DATA EXTRACT:
»»

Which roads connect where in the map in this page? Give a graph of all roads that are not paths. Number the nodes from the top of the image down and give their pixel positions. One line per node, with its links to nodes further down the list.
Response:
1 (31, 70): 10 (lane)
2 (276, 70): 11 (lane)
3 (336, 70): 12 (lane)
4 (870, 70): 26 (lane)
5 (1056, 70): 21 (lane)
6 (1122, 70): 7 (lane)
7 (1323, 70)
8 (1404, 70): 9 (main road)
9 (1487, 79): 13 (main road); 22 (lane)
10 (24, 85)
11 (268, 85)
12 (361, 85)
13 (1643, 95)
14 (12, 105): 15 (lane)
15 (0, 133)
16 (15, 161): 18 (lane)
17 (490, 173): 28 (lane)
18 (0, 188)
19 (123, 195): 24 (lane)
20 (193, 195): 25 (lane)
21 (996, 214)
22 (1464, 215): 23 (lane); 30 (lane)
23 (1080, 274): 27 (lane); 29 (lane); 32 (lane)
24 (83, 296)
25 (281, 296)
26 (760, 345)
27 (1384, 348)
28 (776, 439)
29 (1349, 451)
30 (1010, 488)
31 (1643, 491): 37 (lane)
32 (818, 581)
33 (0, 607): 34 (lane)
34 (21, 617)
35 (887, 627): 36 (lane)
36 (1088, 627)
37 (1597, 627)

««

WHAT IS EXPECTED:
Would you give the data above again, exactly as written?

EXERCISE RESPONSE:
Which roads connect where in the map in this page? Give a graph of all roads that are not paths. Number the nodes from the top of the image down and give their pixel positions. One line per node, with its links to nodes further down the list.
Response:
1 (31, 70): 10 (lane)
2 (276, 70): 11 (lane)
3 (336, 70): 12 (lane)
4 (870, 70): 26 (lane)
5 (1056, 70): 21 (lane)
6 (1122, 70): 7 (lane)
7 (1323, 70)
8 (1404, 70): 9 (main road)
9 (1487, 79): 13 (main road); 22 (lane)
10 (24, 85)
11 (268, 85)
12 (361, 85)
13 (1643, 95)
14 (12, 105): 15 (lane)
15 (0, 133)
16 (15, 161): 18 (lane)
17 (490, 173): 28 (lane)
18 (0, 188)
19 (123, 195): 24 (lane)
20 (193, 195): 25 (lane)
21 (996, 214)
22 (1464, 215): 23 (lane); 30 (lane)
23 (1080, 274): 27 (lane); 29 (lane); 32 (lane)
24 (83, 296)
25 (281, 296)
26 (760, 345)
27 (1384, 348)
28 (776, 439)
29 (1349, 451)
30 (1010, 488)
31 (1643, 491): 37 (lane)
32 (818, 581)
33 (0, 607): 34 (lane)
34 (21, 617)
35 (887, 627): 36 (lane)
36 (1088, 627)
37 (1597, 627)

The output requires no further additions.